GKN II ist einer von drei deutschen Atommeilern, die noch am Netz sind. Am 31. Dezember dieses Jahres sollen sie abgeschaltet werden.
GKN II ist einer von drei deutschen Atommeilern, die noch am Netz sind. Am 31. Dezember dieses Jahres sollen sie abgeschaltet werden.  Foto: Archiv/Stimme.TV

Angesichts der Energiekrise reißt die Debatte über längere Laufzeiten der drei noch verbliebenen deutschen Kernkraftwerke nicht ab. Die Grünen schließen einen "Streckbetrieb" von GKN II, Isar II und Emsland über das geplante Abschaltdatum 31. Dezember 2022 hinaus nicht aus. Die FDP schlägt vor, die Laufzeit sogar bis 2024 zu verlängern. Bundeskanzler Olaf Scholz will einen zweiten Stresstest zur Sicherheit der Stromversorgung abwarten. Doch wie sehen es Menschen und Gemeinde am Standort Neckarwestheim?

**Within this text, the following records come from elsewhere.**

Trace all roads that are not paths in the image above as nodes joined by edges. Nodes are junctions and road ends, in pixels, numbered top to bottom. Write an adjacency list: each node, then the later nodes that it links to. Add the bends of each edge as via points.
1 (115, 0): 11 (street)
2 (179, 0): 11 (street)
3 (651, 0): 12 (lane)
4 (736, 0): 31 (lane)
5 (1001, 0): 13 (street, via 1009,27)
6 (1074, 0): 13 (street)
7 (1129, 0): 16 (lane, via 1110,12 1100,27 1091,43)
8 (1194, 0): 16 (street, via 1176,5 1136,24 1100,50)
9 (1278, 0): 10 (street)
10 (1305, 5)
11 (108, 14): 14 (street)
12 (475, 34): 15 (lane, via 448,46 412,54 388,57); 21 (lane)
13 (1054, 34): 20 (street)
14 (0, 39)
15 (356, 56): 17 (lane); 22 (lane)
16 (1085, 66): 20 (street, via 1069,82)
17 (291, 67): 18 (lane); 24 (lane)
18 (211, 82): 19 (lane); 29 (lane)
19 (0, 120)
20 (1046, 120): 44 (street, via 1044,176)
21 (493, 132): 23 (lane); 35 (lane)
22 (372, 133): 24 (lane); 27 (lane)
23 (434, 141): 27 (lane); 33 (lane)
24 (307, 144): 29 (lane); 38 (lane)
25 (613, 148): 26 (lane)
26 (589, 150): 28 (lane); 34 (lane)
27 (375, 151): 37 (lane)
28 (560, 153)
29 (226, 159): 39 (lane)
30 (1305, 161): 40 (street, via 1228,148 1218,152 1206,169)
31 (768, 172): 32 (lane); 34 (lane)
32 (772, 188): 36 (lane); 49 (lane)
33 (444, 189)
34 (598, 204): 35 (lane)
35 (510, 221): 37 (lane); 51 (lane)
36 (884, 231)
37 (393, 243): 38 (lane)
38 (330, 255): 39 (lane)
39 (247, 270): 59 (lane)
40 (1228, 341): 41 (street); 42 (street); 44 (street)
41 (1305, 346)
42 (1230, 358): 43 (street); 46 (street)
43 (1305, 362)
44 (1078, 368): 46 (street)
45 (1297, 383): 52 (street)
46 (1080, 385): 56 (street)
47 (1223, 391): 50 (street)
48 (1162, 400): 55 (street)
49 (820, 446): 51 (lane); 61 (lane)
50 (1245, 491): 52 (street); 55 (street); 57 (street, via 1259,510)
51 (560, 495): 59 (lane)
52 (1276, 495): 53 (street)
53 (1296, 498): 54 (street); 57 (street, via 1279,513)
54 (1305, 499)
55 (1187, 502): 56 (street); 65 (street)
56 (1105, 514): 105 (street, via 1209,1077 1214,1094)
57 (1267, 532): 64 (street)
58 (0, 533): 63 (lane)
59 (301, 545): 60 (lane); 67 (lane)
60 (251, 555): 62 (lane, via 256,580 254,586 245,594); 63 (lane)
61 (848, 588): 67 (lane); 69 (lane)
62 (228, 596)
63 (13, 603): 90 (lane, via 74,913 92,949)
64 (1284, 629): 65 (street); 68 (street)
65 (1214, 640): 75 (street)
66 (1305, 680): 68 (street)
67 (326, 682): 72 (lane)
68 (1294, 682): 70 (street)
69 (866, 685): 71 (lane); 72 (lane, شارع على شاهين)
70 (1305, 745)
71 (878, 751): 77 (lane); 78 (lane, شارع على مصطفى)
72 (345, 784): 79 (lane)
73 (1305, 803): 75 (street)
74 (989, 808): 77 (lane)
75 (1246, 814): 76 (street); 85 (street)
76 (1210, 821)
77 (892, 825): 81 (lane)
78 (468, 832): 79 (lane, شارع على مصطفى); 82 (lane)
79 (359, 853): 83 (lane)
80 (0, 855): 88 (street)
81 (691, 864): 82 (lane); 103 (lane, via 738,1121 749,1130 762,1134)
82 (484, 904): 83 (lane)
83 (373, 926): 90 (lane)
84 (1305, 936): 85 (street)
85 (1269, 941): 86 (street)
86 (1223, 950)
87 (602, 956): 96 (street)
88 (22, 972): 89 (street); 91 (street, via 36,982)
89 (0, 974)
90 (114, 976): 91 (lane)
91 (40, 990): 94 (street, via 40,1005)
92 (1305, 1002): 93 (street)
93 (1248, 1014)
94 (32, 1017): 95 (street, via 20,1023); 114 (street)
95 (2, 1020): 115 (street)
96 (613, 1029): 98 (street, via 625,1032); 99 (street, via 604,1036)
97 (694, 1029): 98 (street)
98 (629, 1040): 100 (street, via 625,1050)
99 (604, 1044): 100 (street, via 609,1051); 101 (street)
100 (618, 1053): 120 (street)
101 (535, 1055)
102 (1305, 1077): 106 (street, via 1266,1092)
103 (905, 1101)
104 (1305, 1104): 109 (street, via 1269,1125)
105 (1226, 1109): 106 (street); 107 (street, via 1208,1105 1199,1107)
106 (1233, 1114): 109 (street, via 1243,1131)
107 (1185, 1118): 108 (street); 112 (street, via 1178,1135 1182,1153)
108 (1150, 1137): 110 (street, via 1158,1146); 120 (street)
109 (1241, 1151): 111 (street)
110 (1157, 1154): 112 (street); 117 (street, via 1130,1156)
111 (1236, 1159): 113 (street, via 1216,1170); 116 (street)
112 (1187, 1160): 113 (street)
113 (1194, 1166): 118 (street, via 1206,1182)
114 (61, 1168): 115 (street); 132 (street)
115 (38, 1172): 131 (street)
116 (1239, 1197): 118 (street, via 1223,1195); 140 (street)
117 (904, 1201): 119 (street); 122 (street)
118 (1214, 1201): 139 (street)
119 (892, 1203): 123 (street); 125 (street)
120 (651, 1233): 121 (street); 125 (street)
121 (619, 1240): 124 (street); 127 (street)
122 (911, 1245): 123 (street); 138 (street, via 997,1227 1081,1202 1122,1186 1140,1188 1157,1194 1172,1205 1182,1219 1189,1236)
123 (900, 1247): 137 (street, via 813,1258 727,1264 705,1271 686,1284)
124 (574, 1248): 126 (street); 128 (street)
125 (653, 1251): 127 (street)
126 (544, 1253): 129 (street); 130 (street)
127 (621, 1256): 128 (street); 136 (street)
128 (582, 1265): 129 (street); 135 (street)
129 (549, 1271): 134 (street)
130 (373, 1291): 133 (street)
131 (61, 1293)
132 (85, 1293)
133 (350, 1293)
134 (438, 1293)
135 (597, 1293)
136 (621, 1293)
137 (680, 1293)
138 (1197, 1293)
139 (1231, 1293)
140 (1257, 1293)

"Eine viel längere Laufzeit kann ich mir nicht vorstellen, aber über diesen Winter wäre es legitim aus meiner Sicht", sagt Bürgermeister Jochen Winkler. "Es darf allerdings nicht auf Kosten der Sicherheit gehen." Von den Neckarwestheimern erwarte er bei einem "Streckbetrieb" keine Proteste. "Vor Ort ist die Anlage anerkannt", so Winkler.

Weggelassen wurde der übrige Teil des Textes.